Auto-Owners Insurance v. Autodie Corp. Employee Benefit Plan

463 N.W.2d 149 | Mich. Ct. App. | 1990

185 Mich. App. 472 (1990)
463 N.W.2d 149

AUTO-OWNERS INSURANCE COMPANY
v.
AUTODIE CORPORATION EMPLOYEE BENEFIT PLAN

Docket No. 119916.

Michigan Court of Appeals.

Decided September 12, 1990.

Garan, Lucow, Miller, Seward, Cooper & Becker, P.C. (by David Oppliger and Nancy J. Bourget), for plaintiff.

Varnum, Riddering, Schmidt & Howlett (by Robert A. Hendricks), for defendant.

Before: MURPHY, P.J., and HOLBROOK, JR., and MAHER, JJ.

PER CURIAM.

Plaintiff Auto-Owners Insurance Company appeals the trial court's order granting defendant Autodie Corporation Employee Benefit Plan (Autodie) summary disposition. Plaintiff's action was brought to recoup medical expenses paid by plaintiff on behalf of Chad Alan Lake under his no-fault insurance policy. Plaintiff sought to recoup these medical expenses from Autodie under its health insurance policy.

Chad Alan Lake, a minor, was injured in a motor vehicle accident at a time when he was insured by Auto-Owners under its no-fault insurance policy. This policy contained a coordinated benefits clause by which Auto-Owners was liable for no-fault personal injury protection benefits to the extent that those were in excess of coverage for expenses provided under any individual or *474 group health coverage plan. Autodie had a health care benefit plan providing medical expense coverage to Mr. Lake.
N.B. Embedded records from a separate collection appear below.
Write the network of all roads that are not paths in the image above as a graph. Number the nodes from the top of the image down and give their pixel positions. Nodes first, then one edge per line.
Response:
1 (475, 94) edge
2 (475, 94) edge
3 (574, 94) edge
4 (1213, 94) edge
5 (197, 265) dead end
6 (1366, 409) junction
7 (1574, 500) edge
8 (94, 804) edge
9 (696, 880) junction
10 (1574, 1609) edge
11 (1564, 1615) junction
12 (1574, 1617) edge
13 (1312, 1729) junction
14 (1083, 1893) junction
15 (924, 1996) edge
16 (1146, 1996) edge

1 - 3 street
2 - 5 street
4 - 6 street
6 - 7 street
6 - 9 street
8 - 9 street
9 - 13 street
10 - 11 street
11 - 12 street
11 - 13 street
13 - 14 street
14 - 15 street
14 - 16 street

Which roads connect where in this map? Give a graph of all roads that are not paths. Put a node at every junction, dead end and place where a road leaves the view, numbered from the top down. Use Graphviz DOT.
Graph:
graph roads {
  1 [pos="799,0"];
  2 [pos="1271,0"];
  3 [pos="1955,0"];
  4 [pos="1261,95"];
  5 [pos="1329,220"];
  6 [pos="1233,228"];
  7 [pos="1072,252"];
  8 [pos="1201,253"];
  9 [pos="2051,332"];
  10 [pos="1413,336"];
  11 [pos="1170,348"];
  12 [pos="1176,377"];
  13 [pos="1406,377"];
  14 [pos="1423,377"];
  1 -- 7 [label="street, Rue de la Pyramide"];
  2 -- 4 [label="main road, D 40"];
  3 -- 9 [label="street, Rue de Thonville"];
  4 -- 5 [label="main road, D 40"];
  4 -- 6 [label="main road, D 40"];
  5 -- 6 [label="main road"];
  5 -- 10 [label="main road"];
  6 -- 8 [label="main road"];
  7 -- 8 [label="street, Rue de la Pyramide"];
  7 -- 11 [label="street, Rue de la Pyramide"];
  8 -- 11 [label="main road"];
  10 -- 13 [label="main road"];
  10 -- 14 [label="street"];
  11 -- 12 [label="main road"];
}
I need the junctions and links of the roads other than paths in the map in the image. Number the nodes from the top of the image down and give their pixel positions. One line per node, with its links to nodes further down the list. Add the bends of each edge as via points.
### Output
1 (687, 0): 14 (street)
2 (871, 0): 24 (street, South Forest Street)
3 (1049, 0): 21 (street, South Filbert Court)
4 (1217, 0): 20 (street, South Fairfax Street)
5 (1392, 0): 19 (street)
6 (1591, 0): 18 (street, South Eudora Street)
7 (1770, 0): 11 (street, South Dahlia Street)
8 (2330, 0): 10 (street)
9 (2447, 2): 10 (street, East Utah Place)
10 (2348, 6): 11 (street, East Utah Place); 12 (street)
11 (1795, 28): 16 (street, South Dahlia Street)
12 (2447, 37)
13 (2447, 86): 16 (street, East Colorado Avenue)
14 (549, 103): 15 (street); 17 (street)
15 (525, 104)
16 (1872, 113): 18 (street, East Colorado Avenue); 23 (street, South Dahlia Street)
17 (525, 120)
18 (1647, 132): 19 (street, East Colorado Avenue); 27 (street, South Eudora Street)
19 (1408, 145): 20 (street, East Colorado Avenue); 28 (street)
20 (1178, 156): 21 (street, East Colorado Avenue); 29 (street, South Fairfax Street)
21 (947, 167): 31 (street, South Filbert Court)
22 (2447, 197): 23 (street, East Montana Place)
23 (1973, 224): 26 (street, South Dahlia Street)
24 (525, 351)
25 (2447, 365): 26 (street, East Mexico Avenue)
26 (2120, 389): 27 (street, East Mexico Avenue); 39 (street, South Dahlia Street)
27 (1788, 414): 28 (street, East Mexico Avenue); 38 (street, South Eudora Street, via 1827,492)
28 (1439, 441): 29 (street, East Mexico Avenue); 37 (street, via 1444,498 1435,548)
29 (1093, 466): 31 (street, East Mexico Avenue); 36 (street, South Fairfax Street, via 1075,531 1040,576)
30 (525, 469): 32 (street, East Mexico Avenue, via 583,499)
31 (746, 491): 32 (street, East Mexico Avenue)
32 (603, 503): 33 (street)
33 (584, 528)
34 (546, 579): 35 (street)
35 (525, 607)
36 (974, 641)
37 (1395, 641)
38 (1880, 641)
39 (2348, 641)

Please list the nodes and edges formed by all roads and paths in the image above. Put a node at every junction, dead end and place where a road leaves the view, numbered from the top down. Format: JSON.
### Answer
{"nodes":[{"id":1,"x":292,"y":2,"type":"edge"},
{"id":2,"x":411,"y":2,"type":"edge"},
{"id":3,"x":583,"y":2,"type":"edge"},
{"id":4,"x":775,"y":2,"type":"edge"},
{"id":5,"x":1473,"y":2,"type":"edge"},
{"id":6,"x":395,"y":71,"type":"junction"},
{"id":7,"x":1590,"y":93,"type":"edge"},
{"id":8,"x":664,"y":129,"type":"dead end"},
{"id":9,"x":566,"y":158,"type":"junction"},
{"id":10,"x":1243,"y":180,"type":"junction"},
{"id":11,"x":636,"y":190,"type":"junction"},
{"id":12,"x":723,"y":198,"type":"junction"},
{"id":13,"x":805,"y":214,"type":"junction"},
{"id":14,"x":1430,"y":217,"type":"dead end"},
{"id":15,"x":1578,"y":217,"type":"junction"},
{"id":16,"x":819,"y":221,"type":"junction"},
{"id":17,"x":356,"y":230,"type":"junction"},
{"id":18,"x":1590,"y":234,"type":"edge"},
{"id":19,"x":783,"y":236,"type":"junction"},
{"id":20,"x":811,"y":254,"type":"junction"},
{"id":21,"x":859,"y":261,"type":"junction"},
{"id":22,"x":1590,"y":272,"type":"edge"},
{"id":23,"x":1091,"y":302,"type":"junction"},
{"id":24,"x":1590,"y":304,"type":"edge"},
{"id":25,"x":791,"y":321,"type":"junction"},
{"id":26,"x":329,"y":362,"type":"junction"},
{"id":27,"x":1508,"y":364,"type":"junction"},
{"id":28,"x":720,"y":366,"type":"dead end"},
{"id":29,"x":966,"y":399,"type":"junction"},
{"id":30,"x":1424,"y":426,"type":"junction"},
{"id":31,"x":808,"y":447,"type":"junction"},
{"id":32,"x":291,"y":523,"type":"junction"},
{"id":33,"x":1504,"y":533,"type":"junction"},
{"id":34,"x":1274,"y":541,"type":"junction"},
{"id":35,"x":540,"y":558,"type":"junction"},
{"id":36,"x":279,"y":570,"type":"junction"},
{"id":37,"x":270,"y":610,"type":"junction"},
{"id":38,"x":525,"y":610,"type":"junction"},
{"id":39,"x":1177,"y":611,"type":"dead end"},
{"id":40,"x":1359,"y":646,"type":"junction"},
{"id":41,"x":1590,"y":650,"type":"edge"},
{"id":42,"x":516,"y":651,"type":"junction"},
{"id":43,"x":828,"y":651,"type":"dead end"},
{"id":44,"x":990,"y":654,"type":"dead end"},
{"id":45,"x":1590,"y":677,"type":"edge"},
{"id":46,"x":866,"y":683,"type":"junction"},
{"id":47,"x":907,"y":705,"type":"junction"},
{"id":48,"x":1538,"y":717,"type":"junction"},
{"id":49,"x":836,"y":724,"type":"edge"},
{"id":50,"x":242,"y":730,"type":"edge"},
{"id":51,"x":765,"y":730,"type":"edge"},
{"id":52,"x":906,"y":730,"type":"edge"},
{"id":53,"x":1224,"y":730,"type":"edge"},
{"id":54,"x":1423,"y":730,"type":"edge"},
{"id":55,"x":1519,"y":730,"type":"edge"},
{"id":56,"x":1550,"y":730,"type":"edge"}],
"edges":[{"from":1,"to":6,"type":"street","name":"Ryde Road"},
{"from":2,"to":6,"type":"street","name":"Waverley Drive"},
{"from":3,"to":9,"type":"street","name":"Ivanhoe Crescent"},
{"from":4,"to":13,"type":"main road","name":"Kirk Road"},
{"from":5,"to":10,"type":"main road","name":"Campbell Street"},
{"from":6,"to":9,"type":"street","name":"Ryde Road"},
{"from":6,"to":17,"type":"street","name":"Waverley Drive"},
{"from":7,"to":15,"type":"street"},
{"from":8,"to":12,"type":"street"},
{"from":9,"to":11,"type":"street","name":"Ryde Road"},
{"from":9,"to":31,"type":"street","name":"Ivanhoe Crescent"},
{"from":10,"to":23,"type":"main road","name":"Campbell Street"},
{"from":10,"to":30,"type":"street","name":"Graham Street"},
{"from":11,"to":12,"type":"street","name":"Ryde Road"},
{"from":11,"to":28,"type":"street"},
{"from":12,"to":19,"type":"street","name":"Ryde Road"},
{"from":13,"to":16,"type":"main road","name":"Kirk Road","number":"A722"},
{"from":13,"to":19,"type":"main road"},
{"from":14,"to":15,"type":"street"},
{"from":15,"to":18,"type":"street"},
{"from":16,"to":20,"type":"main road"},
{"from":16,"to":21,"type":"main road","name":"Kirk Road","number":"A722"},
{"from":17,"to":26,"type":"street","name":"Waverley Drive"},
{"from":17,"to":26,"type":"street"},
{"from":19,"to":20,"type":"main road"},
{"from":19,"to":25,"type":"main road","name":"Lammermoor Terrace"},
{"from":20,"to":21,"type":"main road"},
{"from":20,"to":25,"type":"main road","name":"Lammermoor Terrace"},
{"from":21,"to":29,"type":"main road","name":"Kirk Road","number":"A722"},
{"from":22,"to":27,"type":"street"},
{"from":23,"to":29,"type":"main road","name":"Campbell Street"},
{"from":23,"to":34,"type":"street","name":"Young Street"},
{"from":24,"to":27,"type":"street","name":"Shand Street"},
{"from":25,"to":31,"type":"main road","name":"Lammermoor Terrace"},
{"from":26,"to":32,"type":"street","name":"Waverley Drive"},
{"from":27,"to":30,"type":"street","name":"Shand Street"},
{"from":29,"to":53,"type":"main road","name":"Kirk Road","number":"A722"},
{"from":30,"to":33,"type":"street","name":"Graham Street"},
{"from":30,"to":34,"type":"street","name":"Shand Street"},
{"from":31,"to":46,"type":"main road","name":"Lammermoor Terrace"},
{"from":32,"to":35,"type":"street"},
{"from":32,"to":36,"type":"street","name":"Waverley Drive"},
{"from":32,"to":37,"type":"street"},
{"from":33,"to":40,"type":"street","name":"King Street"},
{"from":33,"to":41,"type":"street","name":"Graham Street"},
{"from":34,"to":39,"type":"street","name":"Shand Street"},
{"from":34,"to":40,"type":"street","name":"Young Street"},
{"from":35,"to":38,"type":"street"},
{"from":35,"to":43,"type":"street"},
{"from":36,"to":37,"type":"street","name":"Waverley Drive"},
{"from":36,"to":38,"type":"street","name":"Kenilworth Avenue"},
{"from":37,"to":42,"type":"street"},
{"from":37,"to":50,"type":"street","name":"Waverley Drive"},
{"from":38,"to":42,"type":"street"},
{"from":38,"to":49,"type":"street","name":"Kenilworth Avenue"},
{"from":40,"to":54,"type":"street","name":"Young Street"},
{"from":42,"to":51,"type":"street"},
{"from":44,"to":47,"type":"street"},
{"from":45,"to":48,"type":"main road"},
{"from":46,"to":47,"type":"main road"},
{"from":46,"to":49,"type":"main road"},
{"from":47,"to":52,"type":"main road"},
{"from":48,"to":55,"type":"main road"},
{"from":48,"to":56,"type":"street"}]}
However, the Autodie plan contained a clause which provided as follows:

Michigan No Fault Exclusion

Benefits are not payable under this Plan for injuries received in an accident involving a car or other motor vehicle.

The trial court determined that the Autodie policy validly excluded liability of Autodie for Mr. Lake's medical expenses from the motor vehicle accident.

The law is clear that when the no-fault insurance policy and a health insurance policy contain coordinated benefits clauses, the intent of the no-fault insurance act, expressed in MCL 500.3109a; MSA 24.13109(1), mandates that the health insurance carrier will be primarily liable for the insured's medical expenses resulting from injuries suffered in a motor vehicle accident. Federal Kemper Ins Co, Inc v Health Ins Administration, Inc, 424 Mich. 537; 383 NW2d 590 (1986). However, the plan at issue does not attempt to coordinate benefits under the above-quoted language. Rather, the Autodie policy explicitly excludes coverage for injuries received in a motor vehicle accident in Michigan. There is no possibility of duplicative recovery nor is there a conflict between this policy language and the coordinated benefit language of the Auto-Owners policy. The wording of the Autodie policy is similar to an exclusion clause determined to be valid in Transamerica Ins Co of North America v Peerless Industries, 698 F Supp 1350, 1355-1356 (WD Mich, 1988).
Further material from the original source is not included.